Secondly, I really, really disliked how Jason pressured Erin into keeping the baby when she became pregnant, and especially how the show only had him address this in the most cursory of manners, with a passing “it’s your body and your decision and I don’t want to pressure you, BUT…”. I’m sorry, but the “but” is your cue that you should stop talking. His struggles as a disabled man who didn’t think he’d get to be a father absolutely do deserve to be taken seriously, but this is one of those situations where systems of oppression intersect, and there’s absolutely nothing that makes it okay to guilt-trip or emotionally manipulate a woman into continuing with a pregnancy. The fact that they got a happy ending didn’t lessen my distaste for this subplot.
***
WELL. Obviously I had a lot of feelings. So many words later I still feel like I’ve barely scratched the surface: I’ve barely talked about my beloved Lyla; about Matt Saracen; about Eric and Tami Taylor’s work with the kids they mentor and the amazingly nuanced portrayal of their marriage and their careers; about how invested I was in the Panthers’ and Lions’ victories and losses; about the show’s amazing use of music. There’s just so much to Friday Night Lights.
Parting words for the brave souls that made it this far: as you may have gathered by now, this show gave me ALL the feels, and the occasional moments of WTFery and frustration didn’t lessen my overall love for it.
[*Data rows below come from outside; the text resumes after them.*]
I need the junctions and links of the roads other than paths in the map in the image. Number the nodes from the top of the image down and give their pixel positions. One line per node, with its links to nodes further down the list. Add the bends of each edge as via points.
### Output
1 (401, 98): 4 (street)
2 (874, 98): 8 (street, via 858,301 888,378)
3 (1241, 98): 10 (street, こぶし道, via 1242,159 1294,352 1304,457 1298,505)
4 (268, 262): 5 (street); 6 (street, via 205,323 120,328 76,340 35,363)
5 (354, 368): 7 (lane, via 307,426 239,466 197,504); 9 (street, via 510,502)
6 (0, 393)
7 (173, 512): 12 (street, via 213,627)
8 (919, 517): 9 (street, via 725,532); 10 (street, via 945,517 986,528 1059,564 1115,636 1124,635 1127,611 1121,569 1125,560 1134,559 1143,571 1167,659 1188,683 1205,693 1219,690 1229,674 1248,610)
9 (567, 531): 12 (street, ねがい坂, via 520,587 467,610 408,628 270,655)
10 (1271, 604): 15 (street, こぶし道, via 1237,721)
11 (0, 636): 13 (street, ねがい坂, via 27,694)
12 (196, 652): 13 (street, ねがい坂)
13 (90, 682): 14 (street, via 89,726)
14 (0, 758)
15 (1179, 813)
As I was saying on Twitter recently, with TV I worry, in a way I don’t with other media, about running out of beloved things to discover and being stuck in a rut forever and ever. The day I discover the next series that gets me as hooked as Friday Night Lights will be a happy day indeed. Until then, I’ll be looking for more hug gift sets on tumblr and trying to tempt my friends into this show.
The action of Friday Night Lights takes place in the fictional town of Dillon, Texas, and it’s centred on a high school football team, the Dillon Panthers; on coach Eric Taylor and his family; and on the lives of some of the players, high school students, and inhabitants of Dillon. Several people recommended Friday Night Lights to me over the years, but the fact that the series revolves around sports made me hesitate. I should clarify that this was not because I look down on sports (as John Green so well puts it, we give things meaning by deciding to care about them. The collective joy and sorrow and the shared experiences of people who are invested in sports are a beautiful thing), but because I was worried that not sharing such a passion myself would make me feel like I was on the outside looking in.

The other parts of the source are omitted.